- **Exercise**:
Looking through the records that follow, determine how many lines contain "edges" and reply with that number alone.
*** Begin section ***
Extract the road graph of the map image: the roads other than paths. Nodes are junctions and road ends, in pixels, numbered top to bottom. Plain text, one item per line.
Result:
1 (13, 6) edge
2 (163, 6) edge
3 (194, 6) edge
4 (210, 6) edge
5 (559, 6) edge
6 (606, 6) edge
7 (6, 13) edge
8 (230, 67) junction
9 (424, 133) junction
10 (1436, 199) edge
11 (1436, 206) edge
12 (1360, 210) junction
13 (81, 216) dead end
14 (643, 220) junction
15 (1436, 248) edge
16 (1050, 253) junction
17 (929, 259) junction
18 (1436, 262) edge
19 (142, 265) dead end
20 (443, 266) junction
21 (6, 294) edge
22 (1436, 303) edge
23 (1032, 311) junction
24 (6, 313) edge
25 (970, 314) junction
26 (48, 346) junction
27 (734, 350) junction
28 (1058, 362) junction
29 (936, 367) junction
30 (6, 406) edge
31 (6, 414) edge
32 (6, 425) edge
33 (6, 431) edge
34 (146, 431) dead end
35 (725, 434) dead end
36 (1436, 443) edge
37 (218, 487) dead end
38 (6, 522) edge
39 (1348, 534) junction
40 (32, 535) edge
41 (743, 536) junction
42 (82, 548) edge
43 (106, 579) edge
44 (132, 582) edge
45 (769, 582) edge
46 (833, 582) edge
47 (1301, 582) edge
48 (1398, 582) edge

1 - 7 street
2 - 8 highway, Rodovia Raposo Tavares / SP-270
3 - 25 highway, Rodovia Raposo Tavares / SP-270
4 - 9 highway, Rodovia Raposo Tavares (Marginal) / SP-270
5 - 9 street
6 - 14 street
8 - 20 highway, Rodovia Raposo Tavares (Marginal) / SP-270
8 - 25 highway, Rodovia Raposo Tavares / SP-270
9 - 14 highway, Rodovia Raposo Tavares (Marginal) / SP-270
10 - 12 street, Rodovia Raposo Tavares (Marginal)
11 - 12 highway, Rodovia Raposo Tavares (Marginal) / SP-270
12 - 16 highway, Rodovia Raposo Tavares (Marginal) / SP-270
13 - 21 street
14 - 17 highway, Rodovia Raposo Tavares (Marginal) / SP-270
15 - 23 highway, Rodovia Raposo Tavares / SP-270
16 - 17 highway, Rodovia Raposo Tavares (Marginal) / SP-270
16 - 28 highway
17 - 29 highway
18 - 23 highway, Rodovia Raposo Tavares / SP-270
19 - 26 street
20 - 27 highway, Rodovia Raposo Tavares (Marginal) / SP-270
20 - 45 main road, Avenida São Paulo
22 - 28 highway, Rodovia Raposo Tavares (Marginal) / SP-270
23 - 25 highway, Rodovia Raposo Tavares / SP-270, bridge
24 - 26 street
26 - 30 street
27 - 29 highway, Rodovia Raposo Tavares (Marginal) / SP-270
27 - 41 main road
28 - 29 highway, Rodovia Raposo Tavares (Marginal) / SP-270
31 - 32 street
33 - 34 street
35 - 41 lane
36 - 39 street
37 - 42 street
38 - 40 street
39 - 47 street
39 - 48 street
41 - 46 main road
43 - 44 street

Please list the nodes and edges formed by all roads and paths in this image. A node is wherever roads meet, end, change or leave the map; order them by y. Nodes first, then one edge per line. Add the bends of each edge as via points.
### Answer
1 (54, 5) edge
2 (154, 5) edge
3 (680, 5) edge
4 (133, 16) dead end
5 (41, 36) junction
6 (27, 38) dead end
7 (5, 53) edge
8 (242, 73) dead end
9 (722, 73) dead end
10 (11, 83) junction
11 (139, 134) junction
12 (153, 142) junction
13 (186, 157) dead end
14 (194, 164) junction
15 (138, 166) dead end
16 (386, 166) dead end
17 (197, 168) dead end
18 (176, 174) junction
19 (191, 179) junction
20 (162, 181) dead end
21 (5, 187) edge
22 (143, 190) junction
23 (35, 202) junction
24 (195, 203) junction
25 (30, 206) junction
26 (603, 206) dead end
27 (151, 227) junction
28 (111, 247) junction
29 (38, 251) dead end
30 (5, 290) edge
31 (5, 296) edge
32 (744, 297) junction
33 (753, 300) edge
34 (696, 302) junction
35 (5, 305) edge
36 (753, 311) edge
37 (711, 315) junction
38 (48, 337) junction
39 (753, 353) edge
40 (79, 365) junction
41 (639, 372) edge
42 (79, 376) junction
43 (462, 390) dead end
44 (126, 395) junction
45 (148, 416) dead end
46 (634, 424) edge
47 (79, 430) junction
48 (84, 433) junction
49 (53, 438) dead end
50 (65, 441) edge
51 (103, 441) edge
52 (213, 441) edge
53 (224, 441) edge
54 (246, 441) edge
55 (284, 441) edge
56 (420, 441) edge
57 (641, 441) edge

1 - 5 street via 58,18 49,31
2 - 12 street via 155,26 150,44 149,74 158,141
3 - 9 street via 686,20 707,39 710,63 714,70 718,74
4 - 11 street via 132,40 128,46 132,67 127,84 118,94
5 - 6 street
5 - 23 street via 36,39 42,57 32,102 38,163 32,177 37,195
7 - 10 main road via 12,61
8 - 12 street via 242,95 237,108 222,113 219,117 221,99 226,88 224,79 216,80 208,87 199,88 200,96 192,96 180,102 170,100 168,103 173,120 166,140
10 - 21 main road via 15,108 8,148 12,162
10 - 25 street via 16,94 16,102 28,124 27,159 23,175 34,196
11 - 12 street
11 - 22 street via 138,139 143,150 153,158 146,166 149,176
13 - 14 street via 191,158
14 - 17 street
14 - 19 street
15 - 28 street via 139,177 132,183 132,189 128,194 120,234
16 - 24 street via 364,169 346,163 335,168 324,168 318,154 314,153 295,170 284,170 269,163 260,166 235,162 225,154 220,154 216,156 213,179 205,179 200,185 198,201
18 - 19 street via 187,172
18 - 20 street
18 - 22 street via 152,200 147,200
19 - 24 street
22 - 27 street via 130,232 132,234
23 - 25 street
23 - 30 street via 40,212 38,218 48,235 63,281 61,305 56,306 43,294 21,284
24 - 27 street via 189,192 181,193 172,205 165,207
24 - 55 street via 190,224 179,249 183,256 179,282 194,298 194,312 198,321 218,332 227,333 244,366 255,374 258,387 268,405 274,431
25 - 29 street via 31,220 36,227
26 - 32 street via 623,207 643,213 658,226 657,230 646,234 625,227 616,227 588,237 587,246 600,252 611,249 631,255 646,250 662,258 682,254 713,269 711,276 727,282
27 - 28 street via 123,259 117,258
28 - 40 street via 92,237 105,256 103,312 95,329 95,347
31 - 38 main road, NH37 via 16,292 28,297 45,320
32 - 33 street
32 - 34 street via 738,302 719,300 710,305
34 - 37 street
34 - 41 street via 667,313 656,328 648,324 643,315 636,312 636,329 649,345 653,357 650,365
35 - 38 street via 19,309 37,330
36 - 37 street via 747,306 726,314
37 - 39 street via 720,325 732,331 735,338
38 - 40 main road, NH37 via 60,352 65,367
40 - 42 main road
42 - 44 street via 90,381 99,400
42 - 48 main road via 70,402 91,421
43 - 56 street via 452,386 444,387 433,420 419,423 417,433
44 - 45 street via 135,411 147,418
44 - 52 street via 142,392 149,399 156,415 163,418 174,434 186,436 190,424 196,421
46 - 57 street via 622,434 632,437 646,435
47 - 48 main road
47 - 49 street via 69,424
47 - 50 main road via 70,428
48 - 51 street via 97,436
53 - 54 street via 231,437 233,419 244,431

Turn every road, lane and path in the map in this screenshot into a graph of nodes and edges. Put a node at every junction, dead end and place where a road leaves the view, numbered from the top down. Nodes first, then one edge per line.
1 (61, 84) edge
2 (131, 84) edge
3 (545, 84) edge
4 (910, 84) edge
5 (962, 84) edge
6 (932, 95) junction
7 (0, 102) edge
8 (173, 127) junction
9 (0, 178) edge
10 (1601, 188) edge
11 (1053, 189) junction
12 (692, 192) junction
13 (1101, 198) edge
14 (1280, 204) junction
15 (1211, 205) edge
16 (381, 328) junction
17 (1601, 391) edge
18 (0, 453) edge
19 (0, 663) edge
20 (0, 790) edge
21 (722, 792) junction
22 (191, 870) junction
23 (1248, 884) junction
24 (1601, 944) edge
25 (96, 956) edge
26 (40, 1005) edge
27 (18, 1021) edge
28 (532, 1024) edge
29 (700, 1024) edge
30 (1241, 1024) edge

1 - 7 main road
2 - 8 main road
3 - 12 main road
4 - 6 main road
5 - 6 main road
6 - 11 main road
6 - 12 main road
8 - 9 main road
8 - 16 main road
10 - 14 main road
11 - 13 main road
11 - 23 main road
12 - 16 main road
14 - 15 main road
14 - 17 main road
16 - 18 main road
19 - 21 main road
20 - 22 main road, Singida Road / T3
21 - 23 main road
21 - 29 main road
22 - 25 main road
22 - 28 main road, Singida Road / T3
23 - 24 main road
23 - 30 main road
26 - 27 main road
*** End section ***
- **Solved exercise**:
2